(Provided records begins)

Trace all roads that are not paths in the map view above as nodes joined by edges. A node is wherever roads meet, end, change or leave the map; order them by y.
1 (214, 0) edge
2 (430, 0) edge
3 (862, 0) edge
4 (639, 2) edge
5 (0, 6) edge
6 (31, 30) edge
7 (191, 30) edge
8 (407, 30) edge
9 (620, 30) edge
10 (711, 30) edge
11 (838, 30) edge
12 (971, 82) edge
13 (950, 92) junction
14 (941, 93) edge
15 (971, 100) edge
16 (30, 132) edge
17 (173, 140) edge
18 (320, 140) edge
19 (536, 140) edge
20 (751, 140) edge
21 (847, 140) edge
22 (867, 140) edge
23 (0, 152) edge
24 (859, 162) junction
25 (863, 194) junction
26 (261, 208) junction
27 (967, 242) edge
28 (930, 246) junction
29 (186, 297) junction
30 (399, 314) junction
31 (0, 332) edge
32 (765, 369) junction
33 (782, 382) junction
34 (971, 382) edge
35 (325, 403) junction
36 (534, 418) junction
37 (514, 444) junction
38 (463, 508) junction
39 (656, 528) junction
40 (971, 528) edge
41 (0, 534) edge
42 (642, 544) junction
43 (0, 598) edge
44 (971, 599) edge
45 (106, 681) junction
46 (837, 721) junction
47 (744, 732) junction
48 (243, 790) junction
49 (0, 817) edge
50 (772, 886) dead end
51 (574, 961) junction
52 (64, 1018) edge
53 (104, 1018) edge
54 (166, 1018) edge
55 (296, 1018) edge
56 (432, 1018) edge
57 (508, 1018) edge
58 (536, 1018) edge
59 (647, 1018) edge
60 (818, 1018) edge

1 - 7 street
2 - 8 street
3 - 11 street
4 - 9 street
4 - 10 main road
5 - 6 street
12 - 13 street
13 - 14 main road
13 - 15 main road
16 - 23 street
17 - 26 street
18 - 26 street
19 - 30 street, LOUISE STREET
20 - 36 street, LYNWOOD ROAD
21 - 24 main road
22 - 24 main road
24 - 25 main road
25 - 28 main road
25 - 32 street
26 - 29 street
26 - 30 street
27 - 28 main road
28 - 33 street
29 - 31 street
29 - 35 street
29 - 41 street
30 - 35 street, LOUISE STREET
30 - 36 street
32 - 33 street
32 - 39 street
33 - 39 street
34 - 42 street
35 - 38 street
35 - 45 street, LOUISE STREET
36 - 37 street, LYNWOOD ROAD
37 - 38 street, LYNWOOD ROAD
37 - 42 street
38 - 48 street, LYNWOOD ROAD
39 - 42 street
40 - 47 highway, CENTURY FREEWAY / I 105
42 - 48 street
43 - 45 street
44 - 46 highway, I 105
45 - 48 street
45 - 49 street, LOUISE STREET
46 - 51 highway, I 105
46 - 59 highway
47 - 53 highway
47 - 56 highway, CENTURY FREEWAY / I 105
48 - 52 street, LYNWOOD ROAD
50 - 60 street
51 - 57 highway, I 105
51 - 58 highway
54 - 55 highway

(Provided records ends)

Goal of the exercise: Reprint every entry exactly.

Solution to this task:
Trace all roads that are not paths in the map view above as nodes joined by edges. A node is wherever roads meet, end, change or leave the map; order them by y.
1 (214, 0) edge
2 (430, 0) edge
3 (862, 0) edge
4 (639, 2) edge
5 (0, 6) edge
6 (31, 30) edge
7 (191, 30) edge
8 (407, 30) edge
9 (620, 30) edge
10 (711, 30) edge
11 (838, 30) edge
12 (971, 82) edge
13 (950, 92) junction
14 (941, 93) edge
15 (971, 100) edge
16 (30, 132) edge
17 (173, 140) edge
18 (320, 140) edge
19 (536, 140) edge
20 (751, 140) edge
21 (847, 140) edge
22 (867, 140) edge
23 (0, 152) edge
24 (859, 162) junction
25 (863, 194) junction
26 (261, 208) junction
27 (967, 242) edge
28 (930, 246) junction
29 (186, 297) junction
30 (399, 314) junction
31 (0, 332) edge
32 (765, 369) junction
33 (782, 382) junction
34 (971, 382) edge
35 (325, 403) junction
36 (534, 418) junction
37 (514, 444) junction
38 (463, 508) junction
39 (656, 528) junction
40 (971, 528) edge
41 (0, 534) edge
42 (642, 544) junction
43 (0, 598) edge
44 (971, 599) edge
45 (106, 681) junction
46 (837, 721) junction
47 (744, 732) junction
48 (243, 790) junction
49 (0, 817) edge
50 (772, 886) dead end
51 (574, 961) junction
52 (64, 1018) edge
53 (104, 1018) edge
54 (166, 1018) edge
55 (296, 1018) edge
56 (432, 1018) edge
57 (508, 1018) edge
58 (536, 1018) edge
59 (647, 1018) edge
60 (818, 1018) edge

1 - 7 street
2 - 8 street
3 - 11 street
4 - 9 street
4 - 10 main road
5 - 6 street
12 - 13 street
13 - 14 main road
13 - 15 main road
16 - 23 street
17 - 26 street
18 - 26 street
19 - 30 street, LOUISE STREET
20 - 36 street, LYNWOOD ROAD
21 - 24 main road
22 - 24 main road
24 - 25 main road
25 - 28 main road
25 - 32 street
26 - 29 street
26 - 30 street
27 - 28 main road
28 - 33 street
29 - 31 street
29 - 35 street
29 - 41 street
30 - 35 street, LOUISE STREET
30 - 36 street
32 - 33 street
32 - 39 street
33 - 39 street
34 - 42 street
35 - 38 street
35 - 45 street, LOUISE STREET
36 - 37 street, LYNWOOD ROAD
37 - 38 street, LYNWOOD ROAD
37 - 42 street
38 - 48 street, LYNWOOD ROAD
39 - 42 street
40 - 47 highway, CENTURY FREEWAY / I 105
42 - 48 street
43 - 45 street
44 - 46 highway, I 105
45 - 48 street
45 - 49 street, LOUISE STREET
46 - 51 highway, I 105
46 - 59 highway
47 - 53 highway
47 - 56 highway, CENTURY FREEWAY / I 105
48 - 52 street, LYNWOOD ROAD
50 - 60 street
51 - 57 highway, I 105
51 - 58 highway
54 - 55 highway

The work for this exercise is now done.